====== AVAILABLE RECORDS

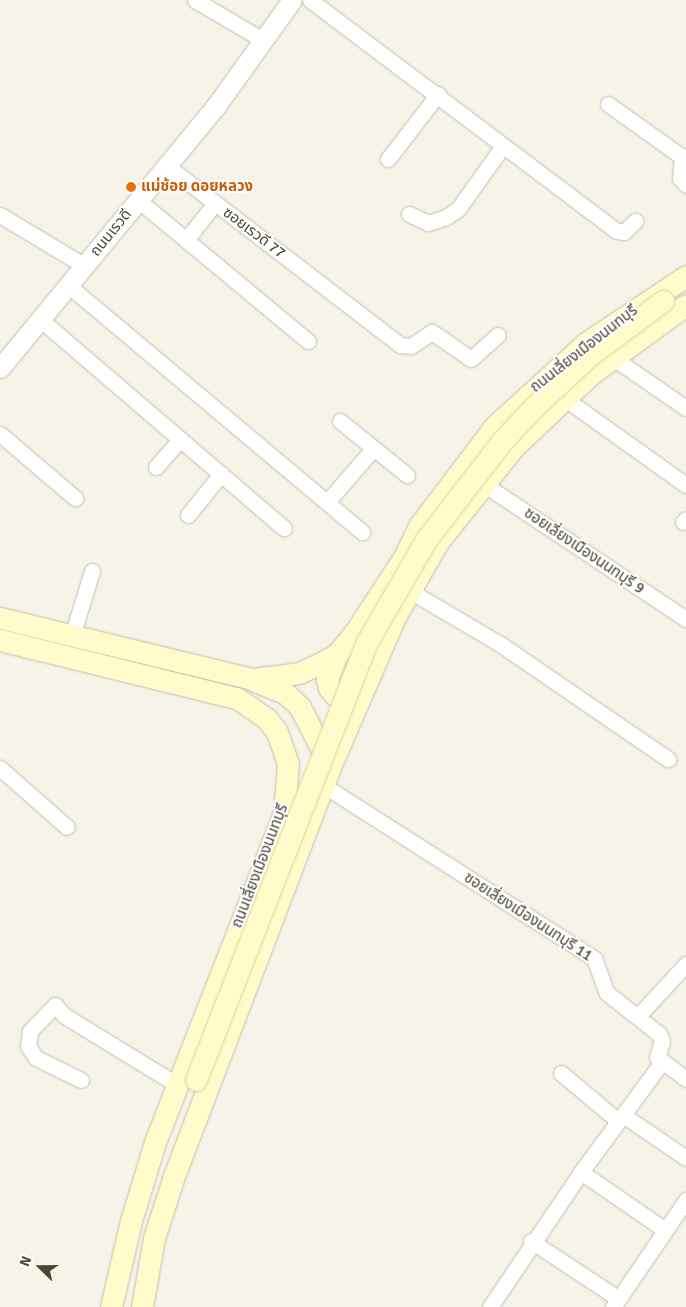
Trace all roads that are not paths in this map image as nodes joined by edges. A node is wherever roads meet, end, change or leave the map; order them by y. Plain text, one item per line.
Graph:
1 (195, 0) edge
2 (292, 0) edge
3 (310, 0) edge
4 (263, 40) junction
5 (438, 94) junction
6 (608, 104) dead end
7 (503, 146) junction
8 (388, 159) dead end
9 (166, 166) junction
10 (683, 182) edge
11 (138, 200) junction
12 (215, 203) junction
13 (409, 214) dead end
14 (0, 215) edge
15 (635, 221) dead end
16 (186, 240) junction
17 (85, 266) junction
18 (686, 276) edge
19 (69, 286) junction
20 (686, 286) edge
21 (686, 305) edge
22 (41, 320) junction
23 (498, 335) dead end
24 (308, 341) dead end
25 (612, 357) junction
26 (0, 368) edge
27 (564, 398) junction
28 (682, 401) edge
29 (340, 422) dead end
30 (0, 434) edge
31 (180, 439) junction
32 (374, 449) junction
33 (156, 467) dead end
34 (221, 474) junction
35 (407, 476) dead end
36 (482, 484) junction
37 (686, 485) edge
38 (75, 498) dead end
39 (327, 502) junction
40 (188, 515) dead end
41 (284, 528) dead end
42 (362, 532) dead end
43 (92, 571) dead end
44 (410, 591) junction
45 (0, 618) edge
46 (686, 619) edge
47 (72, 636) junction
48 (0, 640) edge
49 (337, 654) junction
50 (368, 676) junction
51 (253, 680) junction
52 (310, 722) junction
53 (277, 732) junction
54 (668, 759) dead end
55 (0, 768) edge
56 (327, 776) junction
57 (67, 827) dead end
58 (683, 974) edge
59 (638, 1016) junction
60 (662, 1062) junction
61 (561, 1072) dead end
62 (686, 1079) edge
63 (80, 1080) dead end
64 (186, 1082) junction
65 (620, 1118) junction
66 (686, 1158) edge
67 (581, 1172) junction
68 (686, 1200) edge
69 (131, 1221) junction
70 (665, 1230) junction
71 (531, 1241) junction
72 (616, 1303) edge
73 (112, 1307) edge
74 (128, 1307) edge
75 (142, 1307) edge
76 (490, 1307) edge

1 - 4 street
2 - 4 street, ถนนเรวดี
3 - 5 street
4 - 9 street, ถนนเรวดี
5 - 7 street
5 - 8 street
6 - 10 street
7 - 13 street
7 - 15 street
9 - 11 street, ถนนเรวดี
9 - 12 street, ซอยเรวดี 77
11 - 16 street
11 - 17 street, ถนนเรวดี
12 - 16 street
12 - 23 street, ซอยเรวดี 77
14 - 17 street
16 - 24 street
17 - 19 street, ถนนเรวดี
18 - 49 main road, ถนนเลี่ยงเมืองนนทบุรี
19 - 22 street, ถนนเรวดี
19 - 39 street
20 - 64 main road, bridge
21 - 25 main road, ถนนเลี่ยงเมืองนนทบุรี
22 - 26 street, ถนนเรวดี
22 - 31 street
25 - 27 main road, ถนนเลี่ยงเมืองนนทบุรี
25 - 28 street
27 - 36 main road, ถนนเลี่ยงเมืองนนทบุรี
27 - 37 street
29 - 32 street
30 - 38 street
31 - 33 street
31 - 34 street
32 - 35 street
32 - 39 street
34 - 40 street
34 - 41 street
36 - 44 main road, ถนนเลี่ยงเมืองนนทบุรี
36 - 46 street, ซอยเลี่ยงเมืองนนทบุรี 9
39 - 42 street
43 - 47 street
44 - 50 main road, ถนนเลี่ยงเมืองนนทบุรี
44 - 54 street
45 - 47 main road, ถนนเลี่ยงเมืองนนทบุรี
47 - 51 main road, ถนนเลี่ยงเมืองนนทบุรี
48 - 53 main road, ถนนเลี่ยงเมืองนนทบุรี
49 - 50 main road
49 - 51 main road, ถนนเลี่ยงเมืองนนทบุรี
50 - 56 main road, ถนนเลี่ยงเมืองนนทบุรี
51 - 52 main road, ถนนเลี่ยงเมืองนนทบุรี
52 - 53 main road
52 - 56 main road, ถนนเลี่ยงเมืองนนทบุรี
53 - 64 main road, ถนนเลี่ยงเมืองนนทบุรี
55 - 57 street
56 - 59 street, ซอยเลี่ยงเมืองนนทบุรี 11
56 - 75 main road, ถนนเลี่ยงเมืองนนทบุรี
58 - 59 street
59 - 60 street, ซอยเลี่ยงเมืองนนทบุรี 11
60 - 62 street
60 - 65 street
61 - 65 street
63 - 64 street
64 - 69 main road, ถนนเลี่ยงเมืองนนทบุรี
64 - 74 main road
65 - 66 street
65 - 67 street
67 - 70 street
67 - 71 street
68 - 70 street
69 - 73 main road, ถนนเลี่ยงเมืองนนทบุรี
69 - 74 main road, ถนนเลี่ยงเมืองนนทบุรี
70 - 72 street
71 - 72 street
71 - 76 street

============
====== AVAILABLE RECORDS

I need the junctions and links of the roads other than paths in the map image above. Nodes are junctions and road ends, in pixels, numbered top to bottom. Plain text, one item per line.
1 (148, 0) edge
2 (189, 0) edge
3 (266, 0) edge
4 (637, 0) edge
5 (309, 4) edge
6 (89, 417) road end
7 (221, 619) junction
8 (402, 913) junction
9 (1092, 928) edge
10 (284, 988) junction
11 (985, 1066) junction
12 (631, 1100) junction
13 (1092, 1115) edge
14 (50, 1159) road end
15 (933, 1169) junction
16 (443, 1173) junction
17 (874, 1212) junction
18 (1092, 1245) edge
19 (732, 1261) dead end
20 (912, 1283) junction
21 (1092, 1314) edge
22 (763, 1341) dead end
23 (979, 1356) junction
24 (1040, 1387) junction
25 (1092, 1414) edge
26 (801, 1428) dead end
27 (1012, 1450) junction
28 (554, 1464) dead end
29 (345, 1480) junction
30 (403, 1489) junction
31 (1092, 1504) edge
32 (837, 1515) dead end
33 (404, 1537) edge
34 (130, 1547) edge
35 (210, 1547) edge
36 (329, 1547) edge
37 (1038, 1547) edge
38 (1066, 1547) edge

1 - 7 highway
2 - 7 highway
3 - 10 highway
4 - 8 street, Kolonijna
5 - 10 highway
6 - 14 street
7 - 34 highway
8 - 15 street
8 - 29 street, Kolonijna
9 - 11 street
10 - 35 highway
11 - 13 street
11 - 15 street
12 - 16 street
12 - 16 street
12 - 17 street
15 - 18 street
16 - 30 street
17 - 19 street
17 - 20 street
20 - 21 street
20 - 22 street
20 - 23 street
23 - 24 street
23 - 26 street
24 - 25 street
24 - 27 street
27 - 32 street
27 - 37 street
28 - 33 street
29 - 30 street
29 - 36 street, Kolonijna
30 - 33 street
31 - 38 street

============

TASK PROMPT:
Report only how many lines in the listing contain the string "ถนนเรวด".

TASK RESPONSE:
7